Вот что надо делать.
Максим Т. Ермаков бросился назад, к себе во двор. Кроссовки, насосавшиеся из луж, были тяжелые и липкие на холоде, будто на каждой ноге по три килограмма рыбы. “Тойота” спала и видела сны, с ледянистой коркой на спине. Матерясь и обещая богу и черту сменить в машине электрику, Максим Т. Ермаков завелся с третьего раза, боковым зрением наблюдая, как примчавшиеся следом социальные прогнозисты маневрируют на ревущем “Москвиче” возле засахаренной помойки, оставляя на папиросном слое снега черные следы. Покрутившись по дворам, распахав пару сырых, как мочалки, газонов и хорошенько тряхнувшись всем костяком и всем составом “Тойоты” на страшной дыре, словно из этого места в асфальте выдрали зуб, Максим Т. Ермаков через Настасьинский выскочил на Тверскую. “Скорая” как раз проносилась мимо, с блистанием и воем, и Максим Т. Ермаков, крутанувшись, едва не вылетев на встречную, прямо под желтые громыхающие башни какой-то, вызванной на катастрофу, специальной техники, намертво примагнитился к заднице реанимобиля.
Никогда он еще не ездил по зимней Москве с такой безумной скоростью.
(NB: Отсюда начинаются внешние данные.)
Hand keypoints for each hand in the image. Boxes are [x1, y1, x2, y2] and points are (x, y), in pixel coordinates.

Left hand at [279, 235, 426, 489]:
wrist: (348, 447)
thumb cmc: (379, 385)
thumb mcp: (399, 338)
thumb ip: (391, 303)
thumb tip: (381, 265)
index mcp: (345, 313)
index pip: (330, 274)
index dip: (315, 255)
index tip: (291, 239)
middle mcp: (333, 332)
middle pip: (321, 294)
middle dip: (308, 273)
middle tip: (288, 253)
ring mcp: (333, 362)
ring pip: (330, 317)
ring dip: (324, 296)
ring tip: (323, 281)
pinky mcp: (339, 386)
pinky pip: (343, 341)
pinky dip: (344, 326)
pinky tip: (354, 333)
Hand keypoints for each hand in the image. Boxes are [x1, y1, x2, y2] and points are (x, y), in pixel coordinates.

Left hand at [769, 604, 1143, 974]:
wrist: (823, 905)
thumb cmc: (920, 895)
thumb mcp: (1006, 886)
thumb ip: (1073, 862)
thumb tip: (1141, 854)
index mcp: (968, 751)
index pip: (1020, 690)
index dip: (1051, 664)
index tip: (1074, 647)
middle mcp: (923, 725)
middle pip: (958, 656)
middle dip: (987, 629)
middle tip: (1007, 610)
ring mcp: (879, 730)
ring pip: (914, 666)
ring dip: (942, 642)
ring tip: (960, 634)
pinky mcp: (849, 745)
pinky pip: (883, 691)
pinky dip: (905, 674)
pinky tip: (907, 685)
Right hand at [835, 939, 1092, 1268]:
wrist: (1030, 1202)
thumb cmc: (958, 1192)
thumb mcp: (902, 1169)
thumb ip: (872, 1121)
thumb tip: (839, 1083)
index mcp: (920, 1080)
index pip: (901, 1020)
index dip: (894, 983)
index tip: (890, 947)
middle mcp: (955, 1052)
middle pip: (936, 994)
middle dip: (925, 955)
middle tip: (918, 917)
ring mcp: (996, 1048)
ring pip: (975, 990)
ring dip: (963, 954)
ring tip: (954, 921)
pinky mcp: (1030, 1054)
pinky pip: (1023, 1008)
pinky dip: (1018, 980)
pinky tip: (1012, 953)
Не существовало ни светофоров, ни знаков – перекрестки для беды федерального значения держали мелькавшие, как серые столбы, наряды милиции. Прыгнул кузнечиком бронзовый Маяковский, показался и исчез, точно повернулась оперная сцена с декорацией, Белорусский вокзал. Москва оказалась маленьким городом на скорости под сто двадцать: вот раскрылась и пошла Ленинградка, фонари мелькали, будто чиркали спички. У Максима Т. Ермакова была одна забота: удержаться за “скорой”, шедшей с заносом, вилявшей колесами в снежном пюре. Он видел перед собой написанные красным большие цифры 03 – кажется, видел их с закрытыми глазами; в зашторенных окнах задних дверей иногда возникали шаткие, едва закрашенные силуэты – возможно, это медики пытались что-то сделать для пострадавших на этом бешеном, скользком ходу. Максим Т. Ермаков цеплялся за мысль, что там, внутри, Маленькая Люся, скорее всего, она – и это создавало между ним и реанимобилем как бы невидимый трос, на котором “Тойоту” тащило, когда не хватало ресурса мотора.
Вот “скорая” свернула, проскочила три, не то четыре кривых, странно скошенных к небу переулка, снова прыгнула на трассу, и Максим Т. Ермаков перестал понимать, где он и куда его несет. Он просто шел за реанимобилем в его лыжне. Словно это была уже и не Москва: по обочине замелькали похожие на палки салями сосновые стволы. Вот впереди показались плоские длинные корпуса: должно быть, больничный городок. “Скорая” свернула, въехала по пандусу, подбежавшие медики стали выгружать из нее уже совершенно безжизненную длинную старуху, чья кровь на размотавшихся бинтах напоминала смолу. Вытряхнув у носилок колеса, старуху бегом, со страшным дребезжанием, покатили к стеклянным дверям с табличкой “Приемный покой”. Максим Т. Ермаков, криво запарковавшись, бросился вслед.